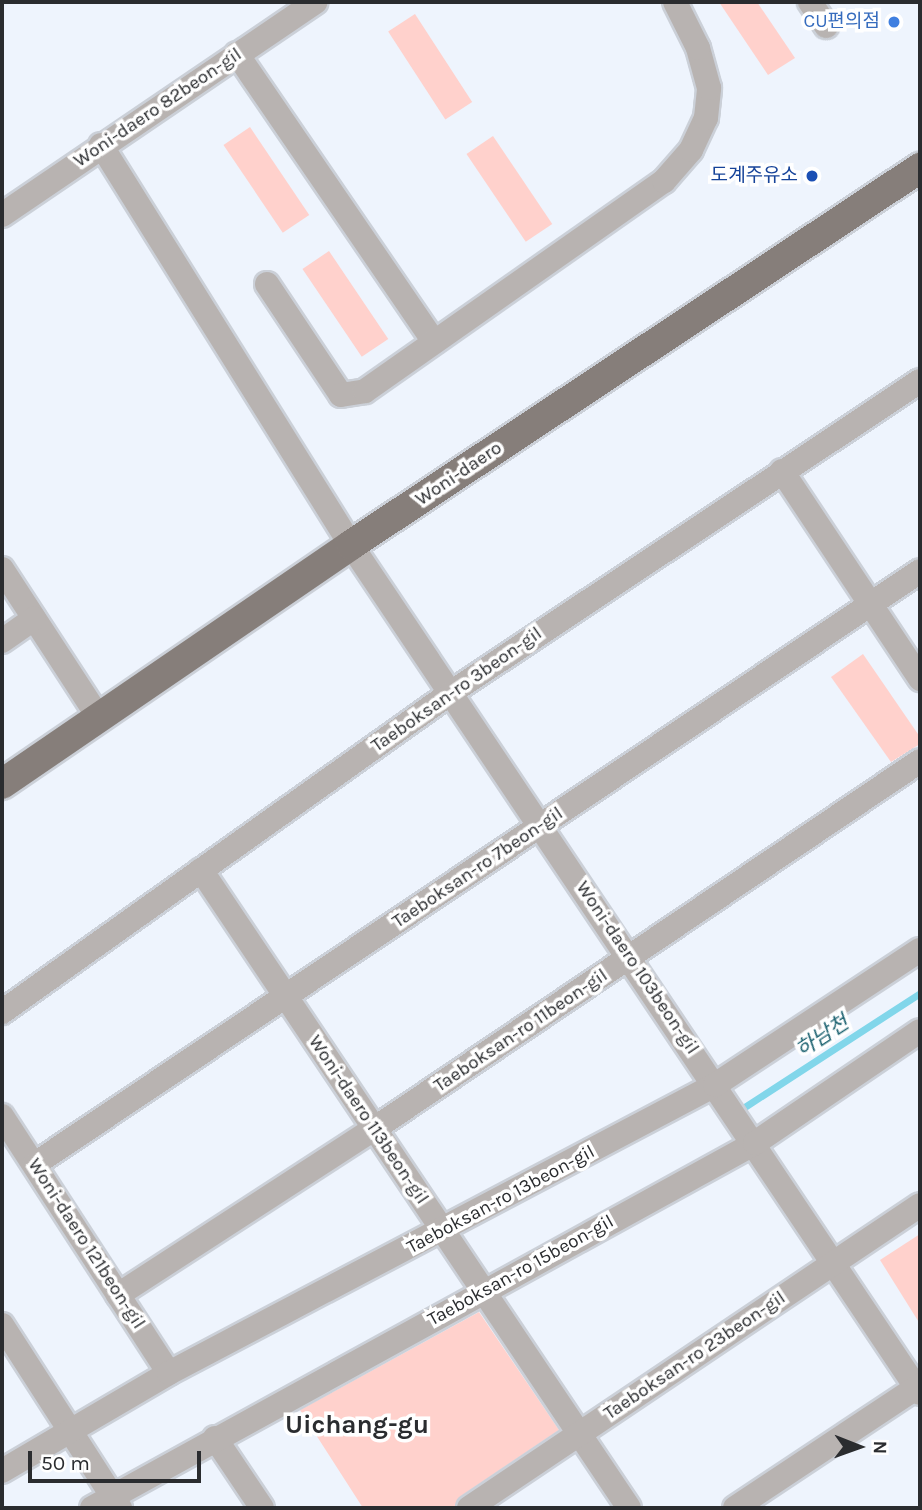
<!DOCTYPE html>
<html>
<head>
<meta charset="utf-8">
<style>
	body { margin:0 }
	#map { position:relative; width:922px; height:1510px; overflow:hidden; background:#eef4fd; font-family:Karla,"Noto Sans KR",sans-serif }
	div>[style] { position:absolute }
	.stream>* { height:7px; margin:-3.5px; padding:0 3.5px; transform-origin:3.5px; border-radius:3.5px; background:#81d6ea }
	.building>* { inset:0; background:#ffd1cc; transform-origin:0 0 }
	.roads { filter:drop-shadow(2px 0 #cbd0d8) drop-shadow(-2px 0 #cbd0d8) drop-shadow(0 2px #cbd0d8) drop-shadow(0 -2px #cbd0d8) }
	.minor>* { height:24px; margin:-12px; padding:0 12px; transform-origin:12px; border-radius:12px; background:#b8b3b1 }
	.major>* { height:30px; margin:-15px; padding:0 15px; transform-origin:15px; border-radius:15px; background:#867e7a }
	.dots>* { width:19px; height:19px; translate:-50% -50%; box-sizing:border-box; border:4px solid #fff; border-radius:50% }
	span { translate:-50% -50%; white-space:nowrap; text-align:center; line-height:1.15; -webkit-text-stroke:7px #fff; paint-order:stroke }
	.shop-label { font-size:19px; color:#366cbe }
	.right { translate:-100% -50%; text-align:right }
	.street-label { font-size:19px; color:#2a2c2f }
	.transit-label { font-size:19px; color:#164399 }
	.water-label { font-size:21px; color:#1c6270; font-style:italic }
	.district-label { font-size:26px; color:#2a2c2f; font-weight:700 }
	.frame { position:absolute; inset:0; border:4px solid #2a2c2f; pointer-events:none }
	.north { position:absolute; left:824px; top:1412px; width:70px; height:70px; -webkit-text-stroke:5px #fff; paint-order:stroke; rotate:91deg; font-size:19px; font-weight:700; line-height:28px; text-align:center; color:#2a2c2f }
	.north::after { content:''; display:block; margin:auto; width:24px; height:32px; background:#2a2c2f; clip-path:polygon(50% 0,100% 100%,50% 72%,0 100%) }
	.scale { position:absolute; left:28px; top:1451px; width:173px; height:32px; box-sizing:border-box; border:4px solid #2a2c2f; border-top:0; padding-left:9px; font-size:21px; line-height:24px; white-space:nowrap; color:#2a2c2f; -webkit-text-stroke:5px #fff; paint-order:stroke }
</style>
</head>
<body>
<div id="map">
	<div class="stream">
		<i style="left:743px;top:1108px;width:211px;rotate:-33deg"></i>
	</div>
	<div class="building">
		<i style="clip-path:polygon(719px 2px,757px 2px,795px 58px,768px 75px)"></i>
		<i style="left:415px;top:14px;width:105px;height:32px;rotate:57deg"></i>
		<i style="left:250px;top:127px;width:106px;height:32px;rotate:56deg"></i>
		<i style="left:493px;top:136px;width:106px;height:32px;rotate:56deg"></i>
		<i style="left:329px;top:251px;width:106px;height:32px;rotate:56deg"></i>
		<i style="clip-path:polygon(863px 654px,920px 737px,920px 744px,891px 762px,831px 677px)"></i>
		<i style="clip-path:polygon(920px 1234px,920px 1324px,880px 1260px)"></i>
		<i style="clip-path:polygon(479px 1312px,559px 1430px,461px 1496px,454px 1508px,363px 1508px,300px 1410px)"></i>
	</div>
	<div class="roads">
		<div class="minor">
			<i style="left:810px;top:2px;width:29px;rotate:56deg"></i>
			<i style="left:237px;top:54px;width:349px;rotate:55.6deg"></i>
			<i style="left:101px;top:145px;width:472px;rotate:58deg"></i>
			<i style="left:351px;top:545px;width:1021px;rotate:56.14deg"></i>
			<i style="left:2px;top:215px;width:379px;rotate:-34.2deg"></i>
			<i style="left:267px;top:284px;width:133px;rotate:56.3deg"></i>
			<i style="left:341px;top:395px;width:24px;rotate:-9deg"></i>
			<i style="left:365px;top:391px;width:365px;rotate:-35.1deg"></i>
			<i style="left:664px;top:181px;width:41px;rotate:-48.9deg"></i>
			<i style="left:691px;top:150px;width:35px;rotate:-65deg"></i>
			<i style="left:706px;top:118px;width:30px;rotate:-84deg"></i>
			<i style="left:709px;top:88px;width:41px;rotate:-105.4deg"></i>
			<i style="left:698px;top:48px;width:51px;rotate:-116.6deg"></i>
			<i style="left:782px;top:471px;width:250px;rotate:56.4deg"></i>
			<i style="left:2px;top:569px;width:178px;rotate:56.9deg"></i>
			<i style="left:2px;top:641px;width:39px;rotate:-35deg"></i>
			<i style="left:201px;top:870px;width:768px;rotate:56.14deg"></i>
			<i style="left:2px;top:1012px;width:552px;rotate:-35.42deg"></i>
			<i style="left:452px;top:692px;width:562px;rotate:-33.61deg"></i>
			<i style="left:2px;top:1116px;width:306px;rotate:57deg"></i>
			<i style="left:35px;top:1164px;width:1065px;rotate:-33.82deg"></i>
			<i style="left:118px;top:1295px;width:305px;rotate:-33deg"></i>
			<i style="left:374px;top:1129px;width:658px;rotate:-33.98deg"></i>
			<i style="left:2px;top:1325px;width:218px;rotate:57.2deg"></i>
			<i style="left:215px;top:1438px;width:84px;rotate:56.1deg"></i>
			<i style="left:2px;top:1471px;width:194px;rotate:-30.4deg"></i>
			<i style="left:169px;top:1373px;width:617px;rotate:-27.81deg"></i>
			<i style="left:715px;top:1085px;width:245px;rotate:-33.4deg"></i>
			<i style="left:92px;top:1508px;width:757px;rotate:-28.83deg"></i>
			<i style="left:755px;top:1143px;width:199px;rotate:-34.2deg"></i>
			<i style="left:469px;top:1508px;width:543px;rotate:-33.89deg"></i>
			<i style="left:735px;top:1508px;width:222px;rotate:-33.6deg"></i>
		</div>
		<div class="major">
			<i style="left:2px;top:784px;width:423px;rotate:-34.4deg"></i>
			<i style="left:351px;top:545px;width:683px;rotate:-33.53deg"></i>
		</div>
	</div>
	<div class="dots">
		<i style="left:894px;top:22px;background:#3f7fe0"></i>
		<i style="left:812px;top:176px;background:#1a4fb4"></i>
	</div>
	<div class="shop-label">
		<span class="right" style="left:880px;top:22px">CU편의점</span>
	</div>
	<div class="street-label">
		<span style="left:158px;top:108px;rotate:-34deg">Woni-daero 82beon-gil</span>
		<span style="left:459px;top:474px;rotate:-34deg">Woni-daero</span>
		<span style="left:457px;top:690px;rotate:-35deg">Taeboksan-ro 3beon-gil</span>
		<span style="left:478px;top:868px;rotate:-34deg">Taeboksan-ro 7beon-gil</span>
		<span style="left:637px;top:968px;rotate:56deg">Woni-daero 103beon-gil</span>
		<span style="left:521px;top:1031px;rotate:-34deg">Taeboksan-ro 11beon-gil</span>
		<span style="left:368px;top:1120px;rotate:56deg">Woni-daero 113beon-gil</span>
		<span style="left:501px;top:1200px;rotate:-28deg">Taeboksan-ro 13beon-gil</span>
		<span style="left:86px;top:1244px;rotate:57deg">Woni-daero 121beon-gil</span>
		<span style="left:521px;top:1271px;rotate:-29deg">Taeboksan-ro 15beon-gil</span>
		<span style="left:695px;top:1356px;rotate:-34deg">Taeboksan-ro 23beon-gil</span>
	</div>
	<div class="transit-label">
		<span class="right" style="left:798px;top:176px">도계주유소</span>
	</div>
	<div class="water-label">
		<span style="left:822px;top:1036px;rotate:-33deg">하남천</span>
	</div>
	<div class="district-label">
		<span style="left:357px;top:1425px">Uichang-gu</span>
	</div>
	<div class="frame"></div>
	<div class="north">N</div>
	<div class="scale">50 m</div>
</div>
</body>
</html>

----------------------------------------

**INSTRUCTIONS FOR THE TASK:**
Pictures stay out; output the lines from the top of the listing above through the line containing "position:relative; width:922px; height:1510px;", exactly as they stand.

**ANSWER SPACE:**
<!DOCTYPE html>
<html>
<head>
<meta charset="utf-8">
<style>
	body { margin:0 }
	#map { position:relative; width:922px; height:1510px; overflow:hidden; background:#eef4fd; font-family:Karla,"Noto Sans KR",sans-serif }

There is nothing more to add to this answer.